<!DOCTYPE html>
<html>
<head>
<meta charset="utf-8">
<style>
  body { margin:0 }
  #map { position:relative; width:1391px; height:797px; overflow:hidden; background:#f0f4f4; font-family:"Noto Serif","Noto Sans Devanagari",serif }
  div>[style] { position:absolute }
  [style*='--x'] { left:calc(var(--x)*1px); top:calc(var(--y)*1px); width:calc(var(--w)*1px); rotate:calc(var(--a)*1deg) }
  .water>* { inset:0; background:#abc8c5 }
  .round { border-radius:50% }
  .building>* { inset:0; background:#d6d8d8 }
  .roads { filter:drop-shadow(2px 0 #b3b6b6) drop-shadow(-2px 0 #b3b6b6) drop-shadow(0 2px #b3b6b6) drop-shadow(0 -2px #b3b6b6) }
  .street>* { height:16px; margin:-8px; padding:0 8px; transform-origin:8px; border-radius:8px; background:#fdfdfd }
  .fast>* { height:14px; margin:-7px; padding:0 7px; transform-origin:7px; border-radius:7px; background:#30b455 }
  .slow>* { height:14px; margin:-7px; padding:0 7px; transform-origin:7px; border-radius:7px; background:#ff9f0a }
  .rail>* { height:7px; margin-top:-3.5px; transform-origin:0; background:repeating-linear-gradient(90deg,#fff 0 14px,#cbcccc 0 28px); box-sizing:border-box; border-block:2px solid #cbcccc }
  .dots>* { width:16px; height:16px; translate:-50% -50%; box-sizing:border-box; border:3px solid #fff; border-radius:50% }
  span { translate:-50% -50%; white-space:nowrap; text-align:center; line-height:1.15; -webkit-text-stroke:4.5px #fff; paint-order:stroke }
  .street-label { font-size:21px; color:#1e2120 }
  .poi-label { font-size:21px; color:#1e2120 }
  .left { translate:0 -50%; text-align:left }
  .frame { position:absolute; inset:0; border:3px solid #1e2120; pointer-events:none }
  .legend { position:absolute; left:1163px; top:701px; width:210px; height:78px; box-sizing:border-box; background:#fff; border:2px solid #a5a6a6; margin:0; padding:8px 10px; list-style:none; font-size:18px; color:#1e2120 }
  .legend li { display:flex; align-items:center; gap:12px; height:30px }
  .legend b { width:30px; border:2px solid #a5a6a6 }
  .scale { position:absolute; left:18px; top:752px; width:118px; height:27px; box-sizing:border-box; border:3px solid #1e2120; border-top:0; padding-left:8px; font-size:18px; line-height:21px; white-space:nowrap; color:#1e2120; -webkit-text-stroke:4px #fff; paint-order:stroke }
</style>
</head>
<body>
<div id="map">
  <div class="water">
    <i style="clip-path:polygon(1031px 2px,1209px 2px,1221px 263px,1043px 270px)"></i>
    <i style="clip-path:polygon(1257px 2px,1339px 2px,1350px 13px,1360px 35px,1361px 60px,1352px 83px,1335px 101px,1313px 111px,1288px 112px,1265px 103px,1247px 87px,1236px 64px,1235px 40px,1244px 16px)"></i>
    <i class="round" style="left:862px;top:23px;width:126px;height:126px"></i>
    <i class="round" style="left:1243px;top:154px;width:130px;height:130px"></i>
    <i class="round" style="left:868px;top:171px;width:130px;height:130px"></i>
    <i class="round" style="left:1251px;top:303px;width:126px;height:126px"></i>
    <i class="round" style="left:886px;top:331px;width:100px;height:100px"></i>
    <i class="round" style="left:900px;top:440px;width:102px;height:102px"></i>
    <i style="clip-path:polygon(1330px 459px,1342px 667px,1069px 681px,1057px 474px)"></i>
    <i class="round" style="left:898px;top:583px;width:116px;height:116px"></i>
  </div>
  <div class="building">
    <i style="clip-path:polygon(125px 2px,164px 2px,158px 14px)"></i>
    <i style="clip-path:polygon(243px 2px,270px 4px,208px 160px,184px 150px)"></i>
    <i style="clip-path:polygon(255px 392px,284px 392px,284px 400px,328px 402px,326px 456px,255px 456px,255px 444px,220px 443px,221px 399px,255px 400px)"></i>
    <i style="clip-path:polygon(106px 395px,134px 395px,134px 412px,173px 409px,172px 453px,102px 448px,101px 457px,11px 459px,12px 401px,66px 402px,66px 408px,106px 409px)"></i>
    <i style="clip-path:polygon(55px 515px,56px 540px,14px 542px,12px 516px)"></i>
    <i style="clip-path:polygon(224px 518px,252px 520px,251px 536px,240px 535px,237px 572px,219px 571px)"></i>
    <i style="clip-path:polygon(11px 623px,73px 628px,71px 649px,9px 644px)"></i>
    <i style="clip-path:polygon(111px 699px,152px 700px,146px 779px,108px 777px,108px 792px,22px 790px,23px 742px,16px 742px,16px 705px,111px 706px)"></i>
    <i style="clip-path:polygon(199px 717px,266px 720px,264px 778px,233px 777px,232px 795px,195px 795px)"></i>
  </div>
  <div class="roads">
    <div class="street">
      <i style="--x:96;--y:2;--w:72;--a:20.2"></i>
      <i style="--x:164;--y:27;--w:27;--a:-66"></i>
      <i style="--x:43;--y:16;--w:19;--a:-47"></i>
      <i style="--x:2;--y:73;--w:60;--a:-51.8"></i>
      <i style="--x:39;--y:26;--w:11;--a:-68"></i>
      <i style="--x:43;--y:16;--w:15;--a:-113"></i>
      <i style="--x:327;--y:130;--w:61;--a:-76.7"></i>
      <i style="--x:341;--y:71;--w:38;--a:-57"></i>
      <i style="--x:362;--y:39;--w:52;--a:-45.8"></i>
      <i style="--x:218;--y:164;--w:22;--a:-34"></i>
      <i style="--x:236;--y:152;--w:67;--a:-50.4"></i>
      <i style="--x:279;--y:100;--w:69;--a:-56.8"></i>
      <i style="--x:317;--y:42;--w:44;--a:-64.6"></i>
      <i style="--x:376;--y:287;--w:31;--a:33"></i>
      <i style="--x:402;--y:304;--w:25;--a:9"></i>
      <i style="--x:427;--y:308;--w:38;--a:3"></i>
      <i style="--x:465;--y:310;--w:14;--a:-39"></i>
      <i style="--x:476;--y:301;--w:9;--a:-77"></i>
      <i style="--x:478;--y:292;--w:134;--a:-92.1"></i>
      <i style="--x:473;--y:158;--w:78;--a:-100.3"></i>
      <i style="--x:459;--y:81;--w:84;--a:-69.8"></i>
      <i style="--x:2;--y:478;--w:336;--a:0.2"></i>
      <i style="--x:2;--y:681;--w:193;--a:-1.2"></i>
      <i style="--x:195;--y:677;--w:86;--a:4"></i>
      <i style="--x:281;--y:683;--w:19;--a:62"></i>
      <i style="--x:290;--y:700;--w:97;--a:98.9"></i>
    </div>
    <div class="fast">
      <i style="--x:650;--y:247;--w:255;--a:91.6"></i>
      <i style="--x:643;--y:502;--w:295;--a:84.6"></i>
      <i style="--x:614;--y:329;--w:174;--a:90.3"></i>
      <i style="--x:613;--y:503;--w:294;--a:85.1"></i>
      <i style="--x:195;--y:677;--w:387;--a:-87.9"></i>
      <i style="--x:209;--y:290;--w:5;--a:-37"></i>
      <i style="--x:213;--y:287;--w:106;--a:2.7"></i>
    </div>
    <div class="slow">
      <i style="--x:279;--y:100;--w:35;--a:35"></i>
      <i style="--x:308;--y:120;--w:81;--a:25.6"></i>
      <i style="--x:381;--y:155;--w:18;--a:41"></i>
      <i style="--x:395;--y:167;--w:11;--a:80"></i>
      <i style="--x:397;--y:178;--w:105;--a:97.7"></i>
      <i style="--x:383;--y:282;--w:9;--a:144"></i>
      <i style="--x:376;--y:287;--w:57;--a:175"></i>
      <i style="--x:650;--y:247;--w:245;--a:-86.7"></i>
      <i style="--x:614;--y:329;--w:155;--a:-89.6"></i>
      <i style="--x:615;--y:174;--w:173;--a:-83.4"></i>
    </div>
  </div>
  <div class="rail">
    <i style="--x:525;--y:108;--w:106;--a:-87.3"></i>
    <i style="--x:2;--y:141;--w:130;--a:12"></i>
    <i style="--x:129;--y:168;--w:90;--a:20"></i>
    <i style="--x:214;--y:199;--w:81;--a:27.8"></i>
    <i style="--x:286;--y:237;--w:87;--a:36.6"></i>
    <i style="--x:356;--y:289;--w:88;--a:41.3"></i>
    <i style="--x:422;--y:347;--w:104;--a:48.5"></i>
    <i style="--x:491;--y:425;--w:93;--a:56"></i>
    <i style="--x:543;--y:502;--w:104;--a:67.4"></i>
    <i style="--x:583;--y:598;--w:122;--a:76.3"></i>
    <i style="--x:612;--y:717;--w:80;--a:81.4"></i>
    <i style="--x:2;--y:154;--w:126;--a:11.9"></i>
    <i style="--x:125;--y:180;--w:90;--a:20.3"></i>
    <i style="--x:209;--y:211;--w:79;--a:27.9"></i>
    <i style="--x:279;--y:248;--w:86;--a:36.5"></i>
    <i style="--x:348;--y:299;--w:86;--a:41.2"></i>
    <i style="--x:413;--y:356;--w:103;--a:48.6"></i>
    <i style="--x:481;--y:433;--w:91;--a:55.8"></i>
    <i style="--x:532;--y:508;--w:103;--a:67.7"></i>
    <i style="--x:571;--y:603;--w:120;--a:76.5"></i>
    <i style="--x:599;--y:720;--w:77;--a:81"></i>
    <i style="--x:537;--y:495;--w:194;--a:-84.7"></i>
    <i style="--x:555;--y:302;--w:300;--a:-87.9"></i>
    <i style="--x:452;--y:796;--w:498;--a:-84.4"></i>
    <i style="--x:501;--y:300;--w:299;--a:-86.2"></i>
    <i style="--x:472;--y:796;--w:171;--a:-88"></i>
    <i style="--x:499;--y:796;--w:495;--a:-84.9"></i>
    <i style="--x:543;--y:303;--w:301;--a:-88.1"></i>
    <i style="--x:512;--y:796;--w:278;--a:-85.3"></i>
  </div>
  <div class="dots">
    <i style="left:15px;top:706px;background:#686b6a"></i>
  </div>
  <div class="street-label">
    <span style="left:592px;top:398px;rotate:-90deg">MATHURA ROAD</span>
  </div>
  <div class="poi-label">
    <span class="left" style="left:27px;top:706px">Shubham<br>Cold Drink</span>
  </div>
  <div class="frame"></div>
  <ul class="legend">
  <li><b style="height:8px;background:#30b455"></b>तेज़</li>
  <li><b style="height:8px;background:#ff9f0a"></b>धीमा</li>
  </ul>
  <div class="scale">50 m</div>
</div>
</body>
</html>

****************************************

Within the entries, find all lines holding "building" and copy each one.

Solution to this task –
  .building>* { inset:0; background:#d6d8d8 }
  <div class="building">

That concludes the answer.